DATASET RECORDS:
Content starts

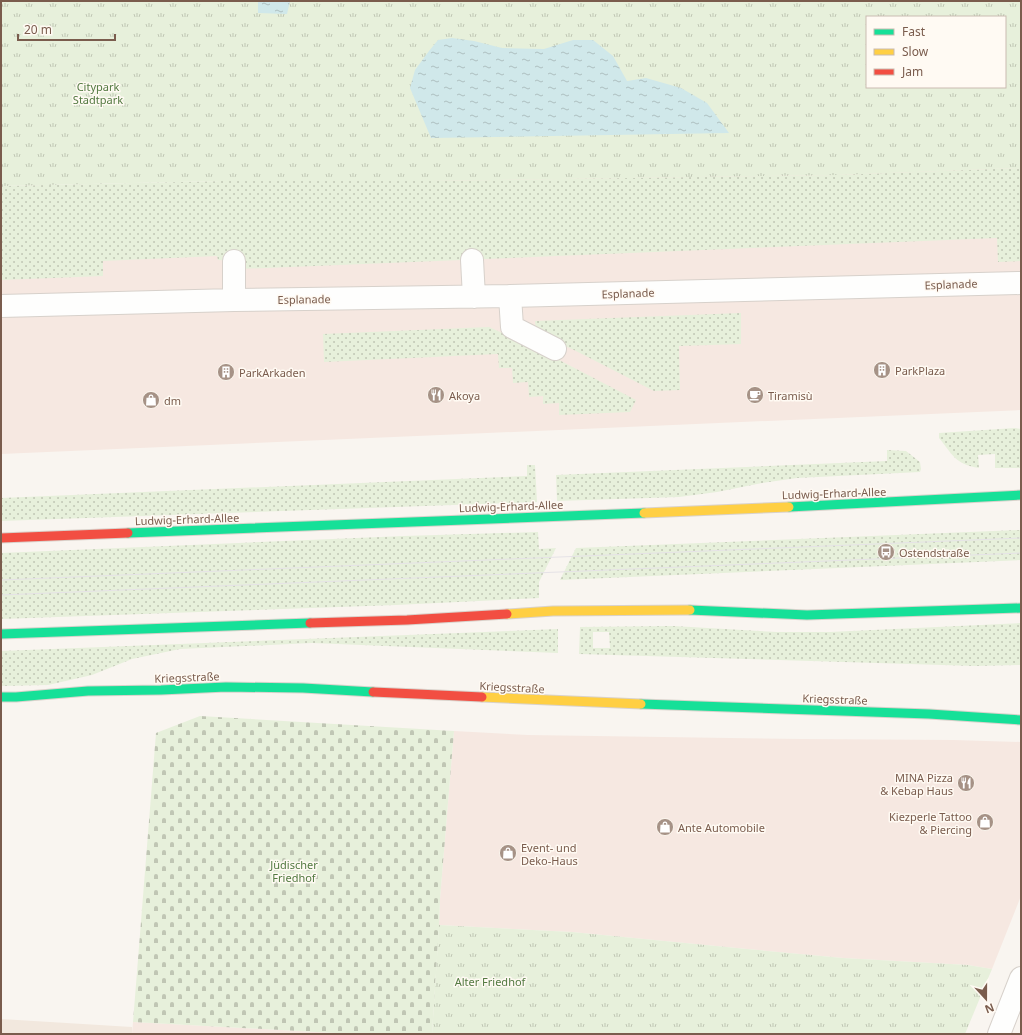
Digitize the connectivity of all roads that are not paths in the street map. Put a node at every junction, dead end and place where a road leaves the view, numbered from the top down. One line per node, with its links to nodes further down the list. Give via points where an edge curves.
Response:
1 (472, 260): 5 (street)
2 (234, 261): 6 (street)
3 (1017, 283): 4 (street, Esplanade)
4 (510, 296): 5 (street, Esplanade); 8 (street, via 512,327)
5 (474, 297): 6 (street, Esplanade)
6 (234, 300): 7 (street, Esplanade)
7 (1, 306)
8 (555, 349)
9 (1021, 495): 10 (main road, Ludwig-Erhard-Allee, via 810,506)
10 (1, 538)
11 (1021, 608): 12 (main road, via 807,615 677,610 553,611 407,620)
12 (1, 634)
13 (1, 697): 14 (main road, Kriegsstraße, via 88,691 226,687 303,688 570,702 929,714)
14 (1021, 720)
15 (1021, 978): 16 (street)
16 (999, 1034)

Content ends
Content starts

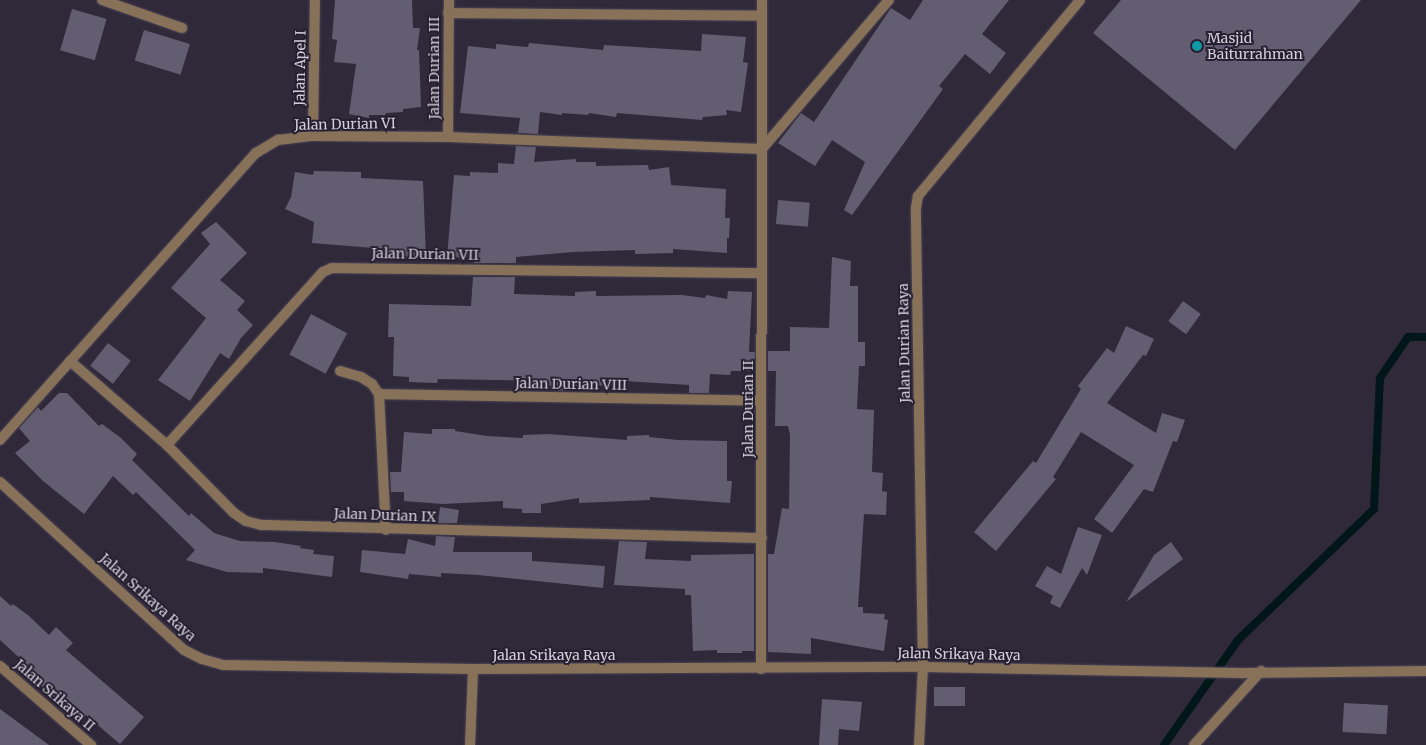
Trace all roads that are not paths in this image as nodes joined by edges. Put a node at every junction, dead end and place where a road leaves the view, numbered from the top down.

Content ends
Content starts

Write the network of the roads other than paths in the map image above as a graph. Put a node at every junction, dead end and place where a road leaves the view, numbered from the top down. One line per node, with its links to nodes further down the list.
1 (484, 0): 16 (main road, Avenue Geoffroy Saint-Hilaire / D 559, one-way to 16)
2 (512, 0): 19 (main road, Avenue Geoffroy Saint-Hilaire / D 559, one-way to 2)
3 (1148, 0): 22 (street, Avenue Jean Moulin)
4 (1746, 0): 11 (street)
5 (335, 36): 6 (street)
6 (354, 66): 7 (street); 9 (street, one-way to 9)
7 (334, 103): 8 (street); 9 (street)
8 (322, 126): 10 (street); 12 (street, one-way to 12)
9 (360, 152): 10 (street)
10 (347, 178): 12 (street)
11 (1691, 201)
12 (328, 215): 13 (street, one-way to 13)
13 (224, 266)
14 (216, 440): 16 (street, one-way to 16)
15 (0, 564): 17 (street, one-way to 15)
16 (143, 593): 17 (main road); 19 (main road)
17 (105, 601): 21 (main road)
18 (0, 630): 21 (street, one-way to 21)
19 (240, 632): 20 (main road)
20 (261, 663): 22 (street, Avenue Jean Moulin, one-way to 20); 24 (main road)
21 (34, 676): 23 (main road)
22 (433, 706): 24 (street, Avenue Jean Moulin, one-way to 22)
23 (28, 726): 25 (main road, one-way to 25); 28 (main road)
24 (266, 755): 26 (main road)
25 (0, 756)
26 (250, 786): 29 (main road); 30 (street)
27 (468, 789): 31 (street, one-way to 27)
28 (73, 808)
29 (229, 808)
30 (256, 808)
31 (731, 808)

Content ends

WHAT NEEDS TO BE DONE: State, as a bare number, how many lines of the material contain "that".

RESPONSE BOX: 2